As the old saying from Alfred Korzybski goes, "The map is not the territory", hence to be useful a Model should abstract away irrelevant details for the purpose of testing. Furthermore, it's perfectly fine to use different models to test different aspects of the same implementation.

While the real Hydra layer two ledger does support a myriad of possible Cardano transactions, our model at hand is simpler and only uses Two Party Payment transactions:

data Payment = Payment
  { from :: CardanoSigningKey
  , to :: CardanoSigningKey
  , value :: Value
  }

The first important part of the StateModel instance to define is the type of Action that are meaningful for the given Model and that can also be executed against the concrete implementation. The Action associated data-type is a GADT which allows the model to represent the type of observable output that can be produced by the implementation and which can be part of the model's validation logic.
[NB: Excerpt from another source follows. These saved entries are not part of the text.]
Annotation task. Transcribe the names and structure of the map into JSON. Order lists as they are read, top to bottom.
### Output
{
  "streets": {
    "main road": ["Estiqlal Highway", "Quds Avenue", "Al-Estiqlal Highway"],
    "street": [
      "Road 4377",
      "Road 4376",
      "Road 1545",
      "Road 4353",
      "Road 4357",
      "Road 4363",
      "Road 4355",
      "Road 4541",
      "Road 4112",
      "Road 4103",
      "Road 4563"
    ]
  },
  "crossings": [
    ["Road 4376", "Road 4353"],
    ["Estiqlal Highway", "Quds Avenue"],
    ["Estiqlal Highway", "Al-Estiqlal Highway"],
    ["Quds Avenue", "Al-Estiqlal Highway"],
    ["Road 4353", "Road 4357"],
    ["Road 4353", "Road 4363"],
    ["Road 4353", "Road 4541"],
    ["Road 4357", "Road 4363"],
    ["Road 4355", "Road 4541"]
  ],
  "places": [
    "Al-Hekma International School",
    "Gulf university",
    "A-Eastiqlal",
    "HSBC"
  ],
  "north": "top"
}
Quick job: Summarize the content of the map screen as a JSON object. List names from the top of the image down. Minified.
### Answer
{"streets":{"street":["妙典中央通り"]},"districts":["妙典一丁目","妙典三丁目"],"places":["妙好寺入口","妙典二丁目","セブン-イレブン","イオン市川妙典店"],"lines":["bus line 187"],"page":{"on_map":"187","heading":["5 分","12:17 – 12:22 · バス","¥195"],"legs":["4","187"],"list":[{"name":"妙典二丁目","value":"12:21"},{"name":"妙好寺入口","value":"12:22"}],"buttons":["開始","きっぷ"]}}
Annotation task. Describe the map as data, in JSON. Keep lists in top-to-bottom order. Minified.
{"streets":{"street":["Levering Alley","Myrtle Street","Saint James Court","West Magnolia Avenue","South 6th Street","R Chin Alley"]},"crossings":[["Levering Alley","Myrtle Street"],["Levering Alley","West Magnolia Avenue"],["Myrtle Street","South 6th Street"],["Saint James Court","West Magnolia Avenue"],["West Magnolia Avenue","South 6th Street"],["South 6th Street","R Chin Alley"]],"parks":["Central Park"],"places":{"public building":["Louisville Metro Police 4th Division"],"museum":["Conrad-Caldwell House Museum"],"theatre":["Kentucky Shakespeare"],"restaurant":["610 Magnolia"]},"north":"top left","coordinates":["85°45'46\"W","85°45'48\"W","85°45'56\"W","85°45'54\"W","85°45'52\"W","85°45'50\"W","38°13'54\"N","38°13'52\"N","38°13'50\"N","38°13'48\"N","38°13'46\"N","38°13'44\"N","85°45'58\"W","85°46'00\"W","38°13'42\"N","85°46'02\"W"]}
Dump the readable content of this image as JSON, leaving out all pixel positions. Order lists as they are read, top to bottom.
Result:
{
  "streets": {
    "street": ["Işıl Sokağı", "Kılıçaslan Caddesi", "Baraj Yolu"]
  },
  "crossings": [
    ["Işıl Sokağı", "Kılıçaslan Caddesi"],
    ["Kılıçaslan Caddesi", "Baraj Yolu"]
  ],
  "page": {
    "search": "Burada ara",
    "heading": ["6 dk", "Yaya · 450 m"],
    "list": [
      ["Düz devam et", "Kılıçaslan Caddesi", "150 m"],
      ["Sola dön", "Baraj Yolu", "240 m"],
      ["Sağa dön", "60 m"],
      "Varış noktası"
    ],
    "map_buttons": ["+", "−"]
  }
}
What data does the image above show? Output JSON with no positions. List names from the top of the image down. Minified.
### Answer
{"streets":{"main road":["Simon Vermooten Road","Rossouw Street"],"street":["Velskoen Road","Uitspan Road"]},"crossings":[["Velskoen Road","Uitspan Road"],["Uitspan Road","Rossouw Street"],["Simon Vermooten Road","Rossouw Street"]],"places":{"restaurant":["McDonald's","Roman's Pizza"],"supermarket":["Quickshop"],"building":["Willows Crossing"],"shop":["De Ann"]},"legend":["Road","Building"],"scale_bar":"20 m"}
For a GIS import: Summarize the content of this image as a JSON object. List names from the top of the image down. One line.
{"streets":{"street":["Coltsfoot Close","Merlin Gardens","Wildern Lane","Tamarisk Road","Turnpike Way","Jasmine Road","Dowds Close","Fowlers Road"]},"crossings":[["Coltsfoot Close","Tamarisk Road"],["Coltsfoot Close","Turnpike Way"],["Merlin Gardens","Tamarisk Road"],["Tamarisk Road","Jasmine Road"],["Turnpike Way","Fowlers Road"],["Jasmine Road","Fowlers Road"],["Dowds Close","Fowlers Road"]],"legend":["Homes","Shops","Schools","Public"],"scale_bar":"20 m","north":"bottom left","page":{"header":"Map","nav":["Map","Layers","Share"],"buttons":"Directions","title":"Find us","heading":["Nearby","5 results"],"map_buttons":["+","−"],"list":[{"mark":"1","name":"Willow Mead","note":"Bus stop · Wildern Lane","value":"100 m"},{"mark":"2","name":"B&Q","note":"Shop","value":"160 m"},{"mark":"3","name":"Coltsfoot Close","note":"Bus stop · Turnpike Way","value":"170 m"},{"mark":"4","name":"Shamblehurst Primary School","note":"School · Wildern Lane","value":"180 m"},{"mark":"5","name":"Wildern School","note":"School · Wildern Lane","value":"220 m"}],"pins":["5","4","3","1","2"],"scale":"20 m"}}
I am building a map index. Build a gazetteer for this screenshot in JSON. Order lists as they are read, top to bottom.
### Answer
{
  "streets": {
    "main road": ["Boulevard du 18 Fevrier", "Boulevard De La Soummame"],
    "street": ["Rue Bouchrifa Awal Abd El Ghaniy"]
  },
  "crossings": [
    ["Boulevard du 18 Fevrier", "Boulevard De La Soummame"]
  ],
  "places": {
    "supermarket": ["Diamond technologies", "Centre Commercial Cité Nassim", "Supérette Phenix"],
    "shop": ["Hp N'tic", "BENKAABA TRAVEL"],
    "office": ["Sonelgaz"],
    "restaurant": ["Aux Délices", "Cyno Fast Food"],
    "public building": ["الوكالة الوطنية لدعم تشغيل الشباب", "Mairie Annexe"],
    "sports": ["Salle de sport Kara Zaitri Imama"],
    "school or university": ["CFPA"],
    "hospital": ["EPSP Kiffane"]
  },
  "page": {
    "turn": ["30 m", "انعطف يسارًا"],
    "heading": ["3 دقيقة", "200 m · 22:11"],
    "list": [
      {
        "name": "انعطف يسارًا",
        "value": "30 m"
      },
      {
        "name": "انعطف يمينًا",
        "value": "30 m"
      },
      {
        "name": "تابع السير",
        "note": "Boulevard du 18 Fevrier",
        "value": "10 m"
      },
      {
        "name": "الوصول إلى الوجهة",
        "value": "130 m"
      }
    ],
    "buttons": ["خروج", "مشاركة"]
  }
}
The Hydra model needs to represent both on-chain and off-chain actions as the properties required from Hydra relates the two. The Action data-type represent user-facing commands and observations that can be made on the state of the system (please note at the time of writing this, the model is incomplete):

  data Action IdealWorld a where
    Seed :: {seedKeys :: [(SigningKey HydraKey, CardanoSigningKey)]} -> Action IdealWorld ()
    Init :: Party -> ContestationPeriod -> Action IdealWorld ()
    Commit :: Party -> UTxOType Payment -> Action IdealWorld ActualCommitted
    Abort :: Party -> Action IdealWorld ()
    NewTx :: Party -> Payment -> Action IdealWorld ()
    Wait :: DiffTime -> Action IdealWorld ()
    ObserveConfirmedTx :: Payment -> Action IdealWorld ()

Then one needs to define:

An initialState,
How to generate arbitraryActions which will be used to produce sequences (or traces) of Actions to execute, depending on the current state,
A precondition function ensuring some Action is valid in some state. This function may seem redundant with the generator but is actually important when shrinking a failing test sequences: The execution engine will ensure the reduced sequence is still valid with respect to the model,
A nextState (transition) function that evolves the model state according to the Actions,
Auxiliary function actionName to providea human-readable representation of actions.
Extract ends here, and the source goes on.